→ **The problem**
Find every line in the records below that holds the word "note", and copy each one.

→ **Excerpted data**

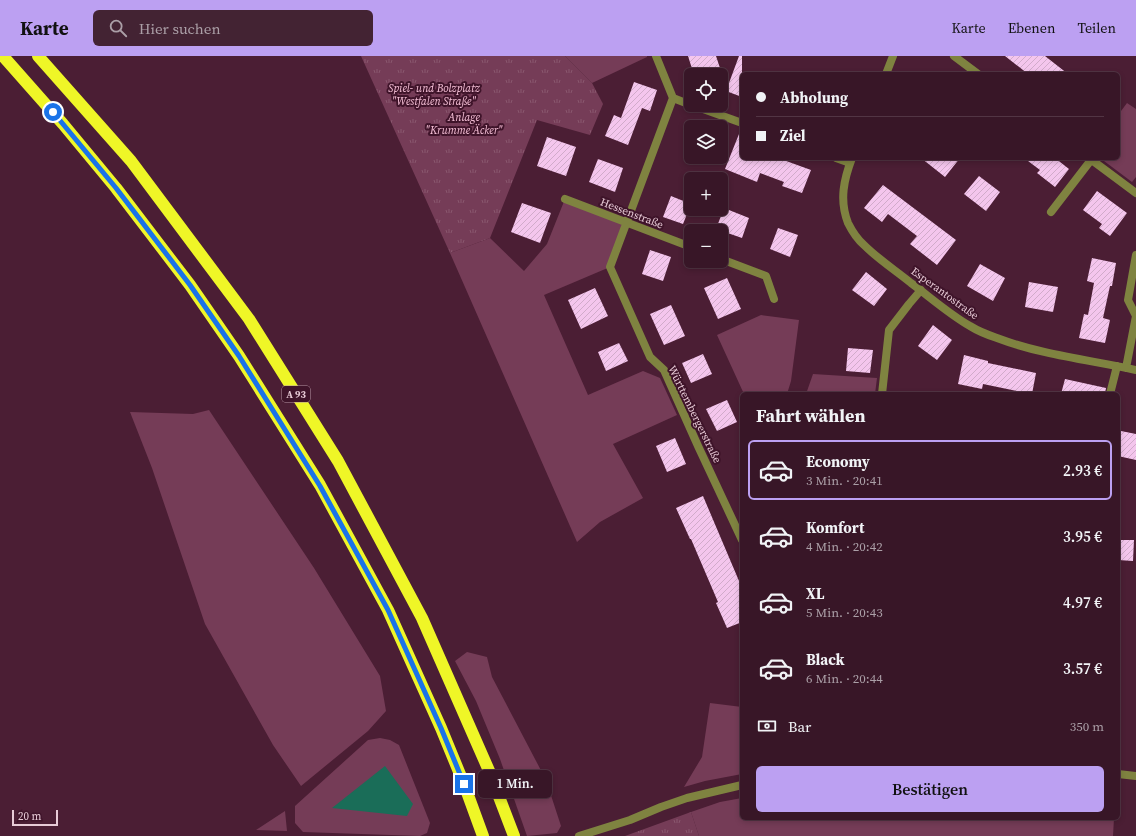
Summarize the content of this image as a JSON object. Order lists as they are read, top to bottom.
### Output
{
  "streets": {
    "highway": ["A 93"],
    "street": ["Hessenstraße", "Esperantostraße", "Württembergerstraße"]
  },
  "crossings": [
    ["Hessenstraße", "Württembergerstraße"]
  ],
  "parks": ["Spiel- und Bolzplatz \"Westfalen Straße\"", "Anlage \"Krumme Äcker\""],
  "scale_bar": "20 m",
  "page": {
    "header": "Karte",
    "search": "Hier suchen",
    "nav": ["Karte", "Ebenen", "Teilen"],
    "map_buttons": ["+", "−"],
    "banner": ["Abholung", "Ziel"],
    "heading": "Fahrt wählen",
    "list": [
      {
        "name": "Economy",
        "note": "3 Min. · 20:41",
        "value": "2.93 €"
      },
      {
        "name": "Komfort",
        "note": "4 Min. · 20:42",
        "value": "3.95 €"
      },
      {
        "name": "XL",
        "note": "5 Min. · 20:43",
        "value": "4.97 €"
      },
      {
        "name": "Black",
        "note": "6 Min. · 20:44",
        "value": "3.57 €"
      }
    ],
    "pay": ["Bar", "350 m"],
    "buttons": "Bestätigen",
    "bubble": "1 Min.",
    "scale": "20 m"
  }
}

→ **Answer to the problem**
        "note": "3 Min. · 20:41",
        "note": "4 Min. · 20:42",
        "note": "5 Min. · 20:43",
        "note": "6 Min. · 20:44",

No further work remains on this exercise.